The 85-mile line would run between Eau Claire County and the city of Tomah in Monroe County. The project will address reliability concerns in the Western part of Wisconsin and meet growing customer demand, driven in part by customers converting from propane to natural gas, and of course, the recent growth of the sand mining industry in the region.
In addition, 7 communities have passed resolutions now authorizing us to begin operating natural gas distribution systems within their borders, and these are communities that currently do not have natural gas distribution service. So if our project is approved, construction of the line would begin in early 2015, with an in-service date during the fourth quarter of 2015.
The projected cost is $150 million to $170 million, excluding allowance for funds used during construction. We're also continuing to follow another possible investment opportunity, the potential sale of the State of Wisconsin's electric and steam generating plants.

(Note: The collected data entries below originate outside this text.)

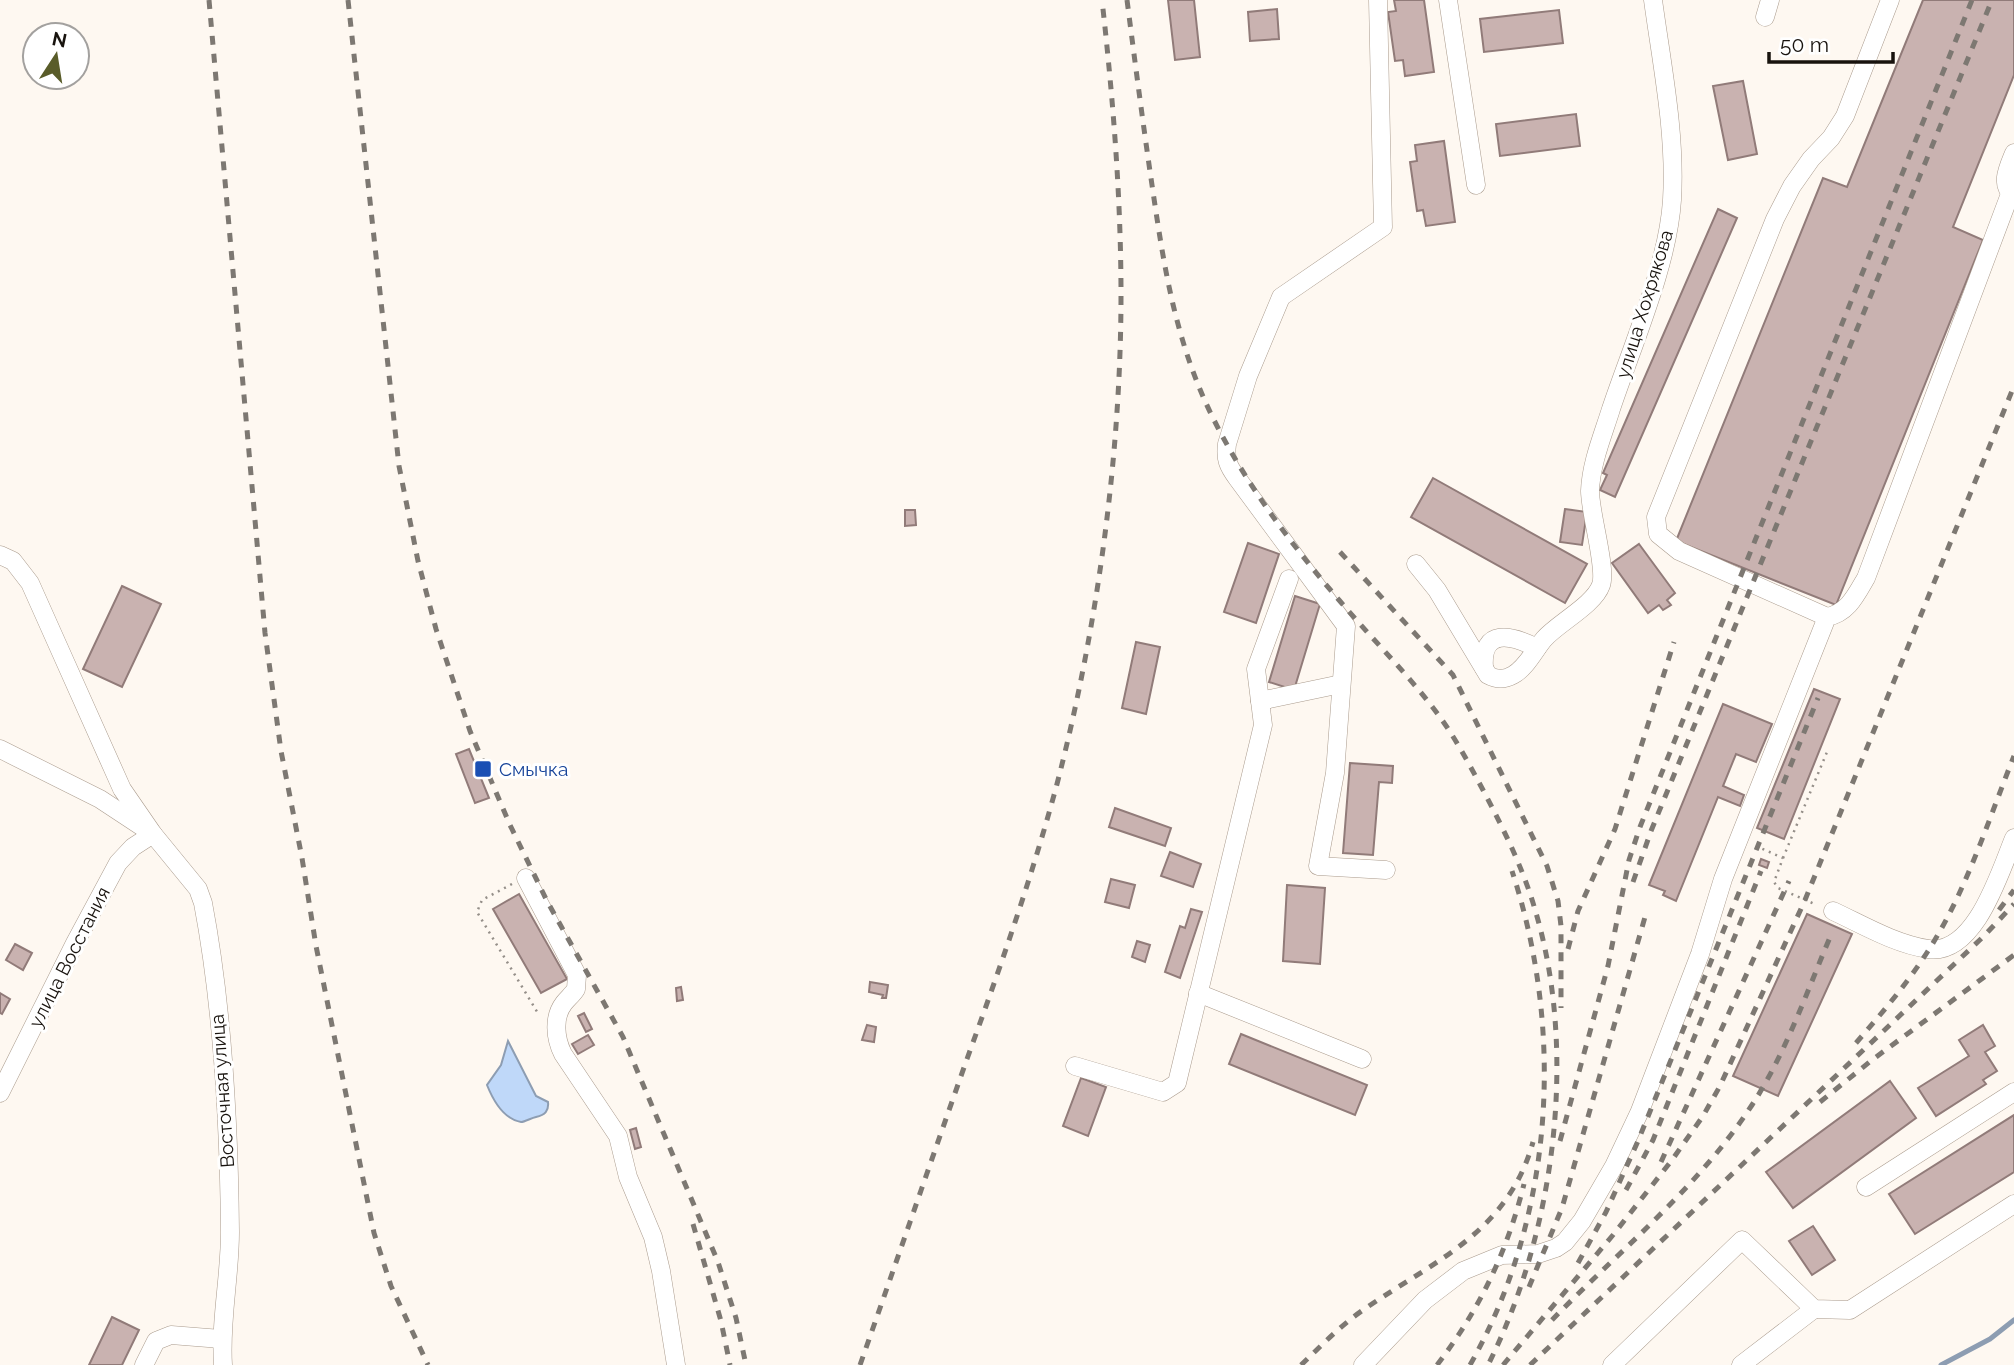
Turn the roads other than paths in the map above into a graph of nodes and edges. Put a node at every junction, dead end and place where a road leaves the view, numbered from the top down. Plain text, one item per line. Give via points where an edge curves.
1 (1378, 0) edge
2 (1448, 0) edge
3 (1653, 0) edge
4 (1890, 0) edge
5 (2014, 153) edge
6 (1476, 185) dead end
7 (2012, 195) edge
8 (0, 555) edge
9 (1416, 564) dead end
10 (1289, 579) dead end
11 (1827, 617) junction
12 (1537, 648) junction
13 (1483, 668) junction
14 (1340, 690) junction
15 (1260, 701) junction
16 (0, 749) edge
17 (153, 834) junction
18 (2014, 838) edge
19 (1387, 870) dead end
20 (526, 878) road end
21 (1833, 911) road end
22 (1198, 993) junction
23 (1362, 1059) dead end
24 (1075, 1066) dead end
25 (2014, 1092) edge
26 (0, 1093) edge
27 (1866, 1187) dead end
28 (2014, 1204) edge
29 (1814, 1309) junction
30 (221, 1339) junction
31 (144, 1365) edge
32 (223, 1365) edge
33 (676, 1365) edge
34 (1363, 1365) edge
35 (1612, 1365) edge
36 (1741, 1365) edge

1 - 14 street via 1384,227 1281,297 1248,376 1227,444 1228,465 1346,626
2 - 6 street
3 - 12 street, улица Хохрякова via 1671,145 1669,225 1591,480 1601,587
4 - 11 street via 1845,116 1792,186 1775,219 1656,517 1658,534 1679,551
5 - 7 street via 2006,178
7 - 11 street via 1866,578 1839,614
8 - 17 street via 13,561 30,583 111,767
9 - 13 street via 1437,590
10 - 15 street via 1256,668
11 - 34 street via 1738,839 1640,1111 1582,1221 1556,1248 1538,1254 1502,1255 1463,1271 1425,1300
12 - 13 street via 1519,671 1505,679 1496,679
12 - 13 street via 1511,637 1498,638 1485,651
14 - 15 street
14 - 19 street via 1335,773 1318,866
15 - 22 street via 1263,725
16 - 17 street via 100,799
17 - 26 street, улица Восстания via 118,863
17 - 30 street, Восточная улица via 198,889 206,920 225,1073 230,1235
18 - 21 street via 1989,898 1956,943 1929,950
20 - 33 street via 577,975 576,989 559,1013 559,1047 618,1136 628,1177 653,1237
22 - 23 street
22 - 24 street via 1177,1083 1163,1092
25 - 27 street
28 - 29 street via 1850,1310
29 - 35 street via 1742,1240
29 - 36 street
30 - 31 street via 171,1335 156,1340
30 - 32 street, Восточная улица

On June 30, Governor Walker signed into law a new state budget that includes a provision expanding the state's authority to sell or lease certain state-owned properties. This means that the administration now has the authority to sell the state's electric and steam plants.
No formal timetable has been announced, but if a sale does take place, we will expect that it would occur in either 2014 or early 2015. And before closing my remarks, I'd like to briefly touch on one of the recent developments related to our Michigan operations.

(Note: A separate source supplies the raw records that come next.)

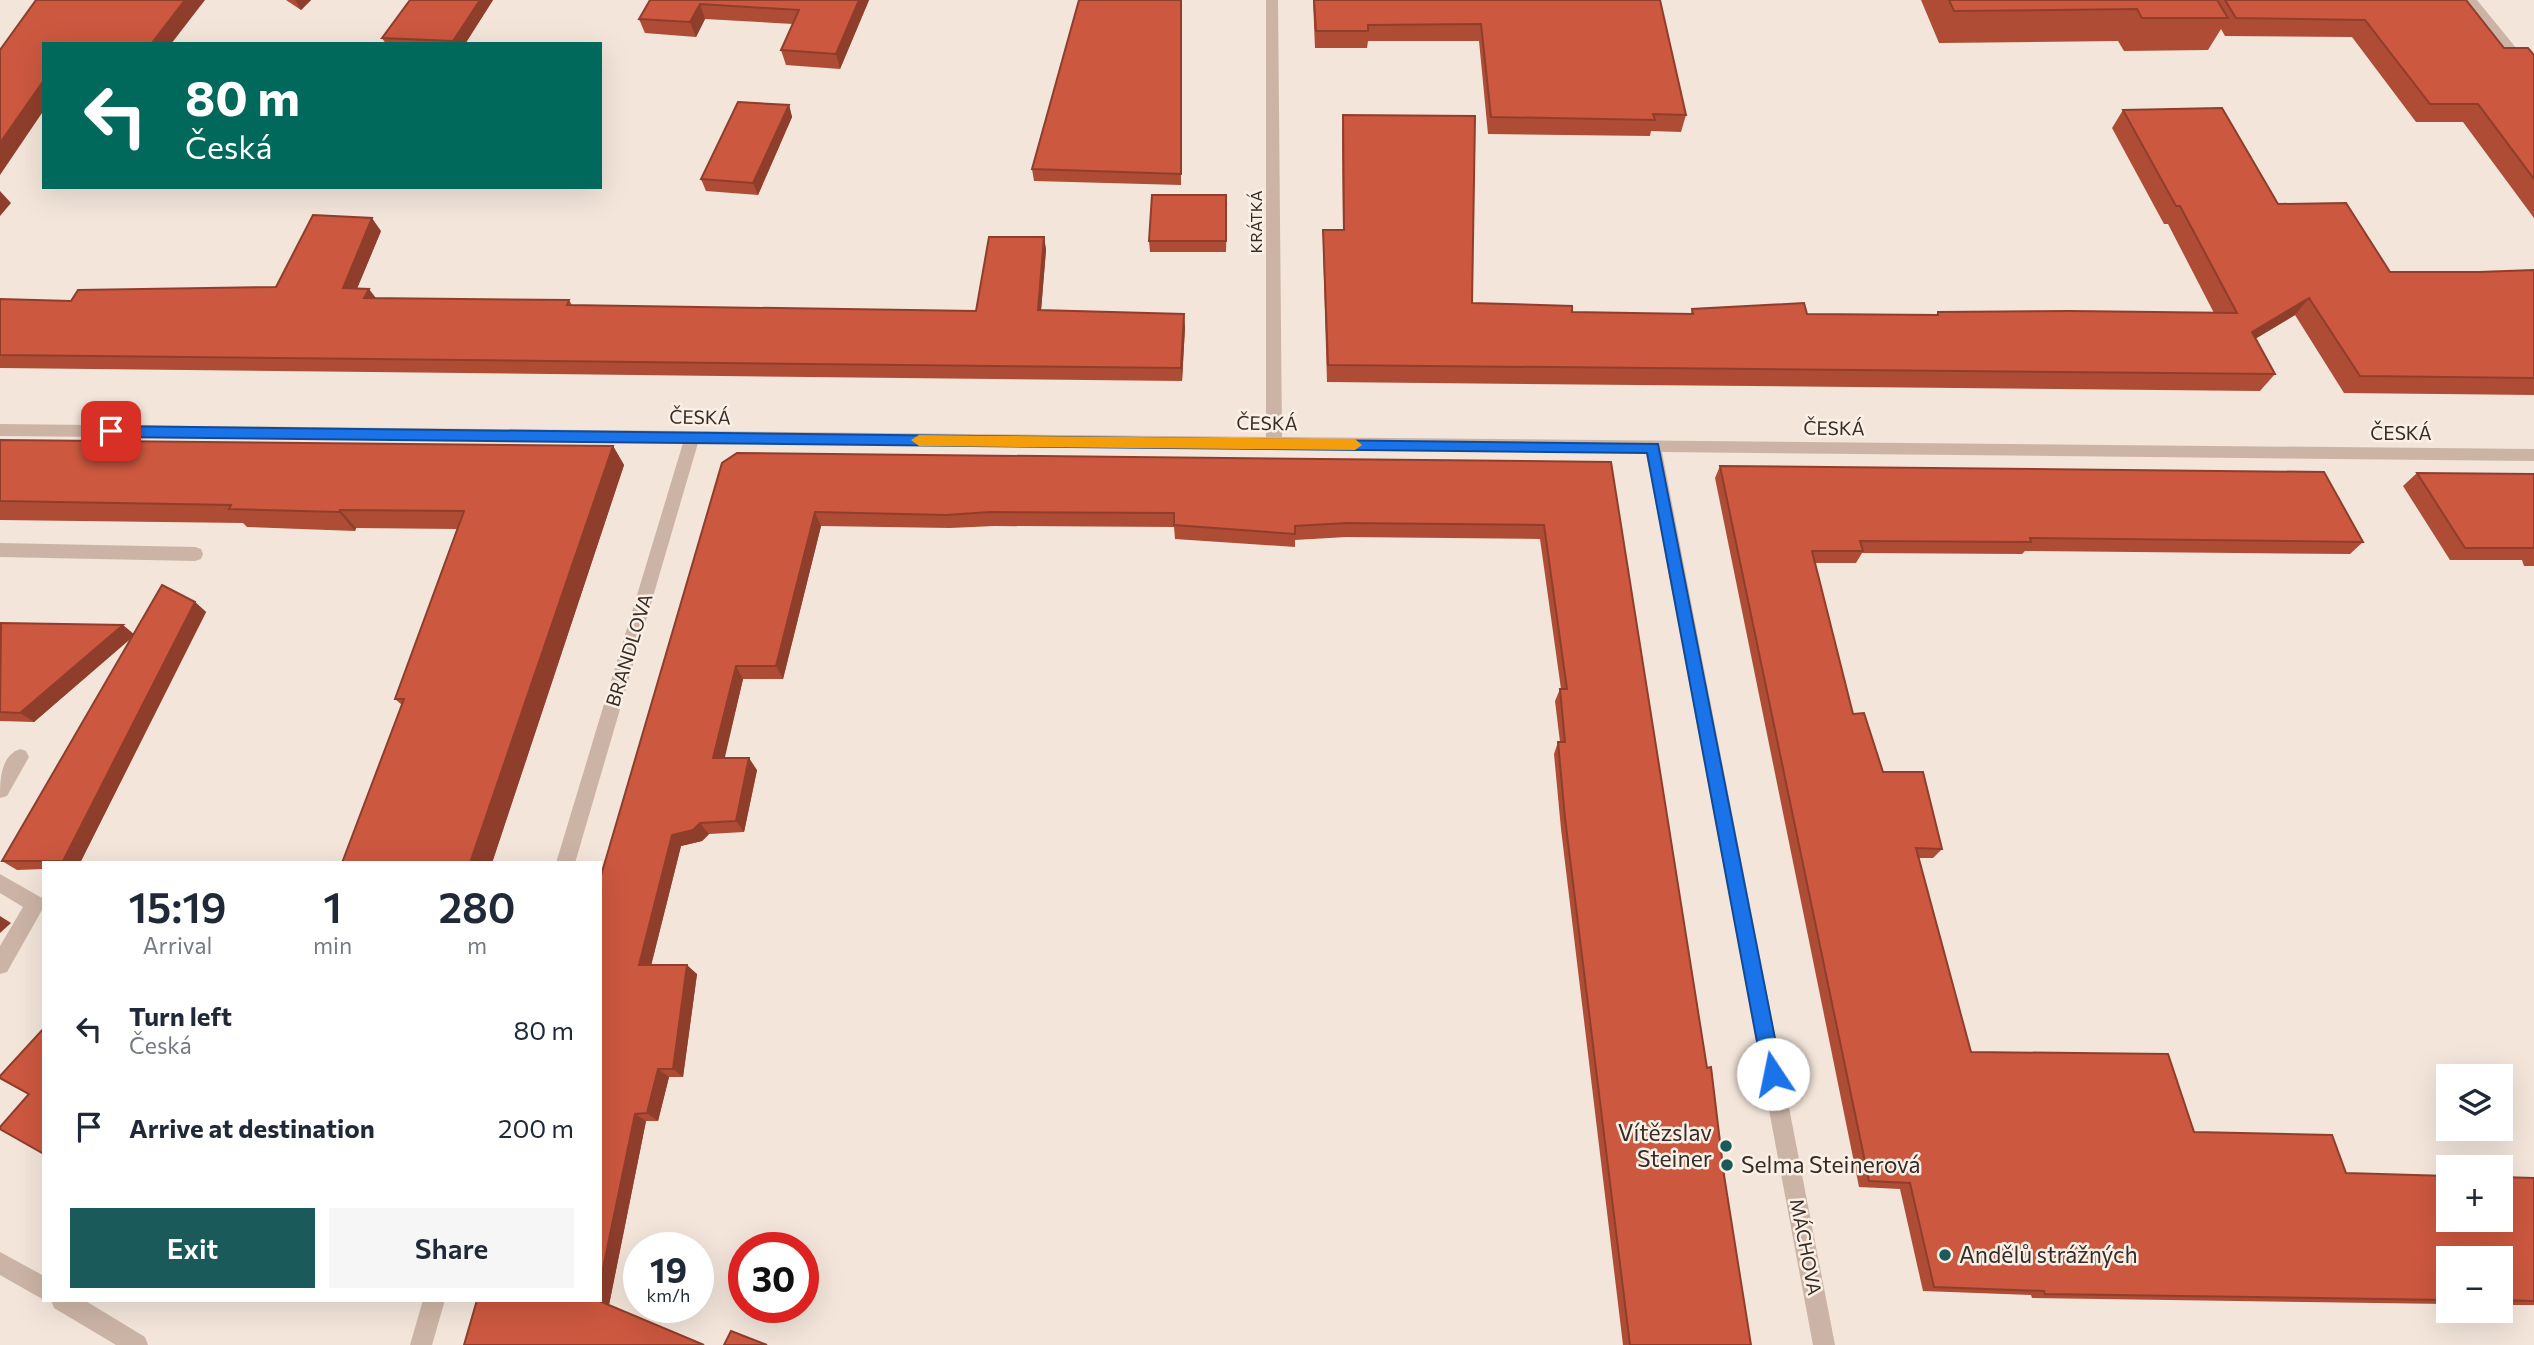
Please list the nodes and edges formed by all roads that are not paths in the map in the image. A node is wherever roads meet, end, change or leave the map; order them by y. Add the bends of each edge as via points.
1 (1272, 0) edge
2 (2471, 0) edge
3 (2534, 79) edge
4 (0, 430) edge
5 (692, 438) junction
6 (1274, 444) junction
7 (1653, 447) junction
8 (2534, 455) edge
9 (0, 550) edge
10 (195, 554) dead end
11 (20, 757) dead end
12 (0, 790) edge
13 (566, 861) edge
14 (0, 883) edge
15 (0, 965) edge
16 (0, 1264) edge
17 (42, 1288) edge
18 (65, 1302) edge
19 (433, 1302) edge
20 (138, 1345) edge
21 (421, 1345) edge
22 (1824, 1345) edge

1 - 6 street, KRÁTKÁ
2 - 3 street
4 - 5 street, ČESKÁ
5 - 6 street, ČESKÁ
5 - 13 street, BRANDLOVA
6 - 7 street, ČESKÁ
7 - 8 street, ČESKÁ
7 - 22 street, MÁCHOVA
9 - 10 street
11 - 12 street
14 - 15 street via 35,904
16 - 17 street
18 - 20 street
19 - 21 street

Under Michigan law, the retail customers may choose an alternative energy supplier to provide power supply service. The law limits customer choice to 10% of Michigan's retail sales, but the law excludes the iron ore mines from this cap.
Of course, we continue to provide the distribution and customer service functions regardless of the customer's power supplier. In late July, the 2 iron ore mines we've been serving on uninterruptible tariff asked to switch to an alternative supplier effective September 1.

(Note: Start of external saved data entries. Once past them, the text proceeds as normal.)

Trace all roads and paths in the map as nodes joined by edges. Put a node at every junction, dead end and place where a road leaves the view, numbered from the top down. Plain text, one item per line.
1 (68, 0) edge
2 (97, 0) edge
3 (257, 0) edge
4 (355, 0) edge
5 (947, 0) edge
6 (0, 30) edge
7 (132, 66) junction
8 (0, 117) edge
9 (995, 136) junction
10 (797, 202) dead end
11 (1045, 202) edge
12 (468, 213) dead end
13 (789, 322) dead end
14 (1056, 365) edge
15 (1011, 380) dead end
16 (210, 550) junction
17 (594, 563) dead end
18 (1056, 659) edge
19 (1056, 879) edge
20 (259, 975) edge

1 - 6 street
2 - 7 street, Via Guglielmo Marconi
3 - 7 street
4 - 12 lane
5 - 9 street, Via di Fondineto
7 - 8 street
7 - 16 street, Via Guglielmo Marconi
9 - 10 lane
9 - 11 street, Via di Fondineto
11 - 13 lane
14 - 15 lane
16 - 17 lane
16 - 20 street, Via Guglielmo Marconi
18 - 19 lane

In addition, several smaller customers have chosen an alternative supplier. We do not expect the loss of the mines or the smaller customers to have a material impact on our consolidated financial results or projections for 2013, and we're evaluating our options for mitigating this loss of load for 2014 and beyond.
And now finally, I'd like to address a number of questions we've received recently about potential mergers and acquisitions. Our approach to mergers and acquisitions remains unchanged.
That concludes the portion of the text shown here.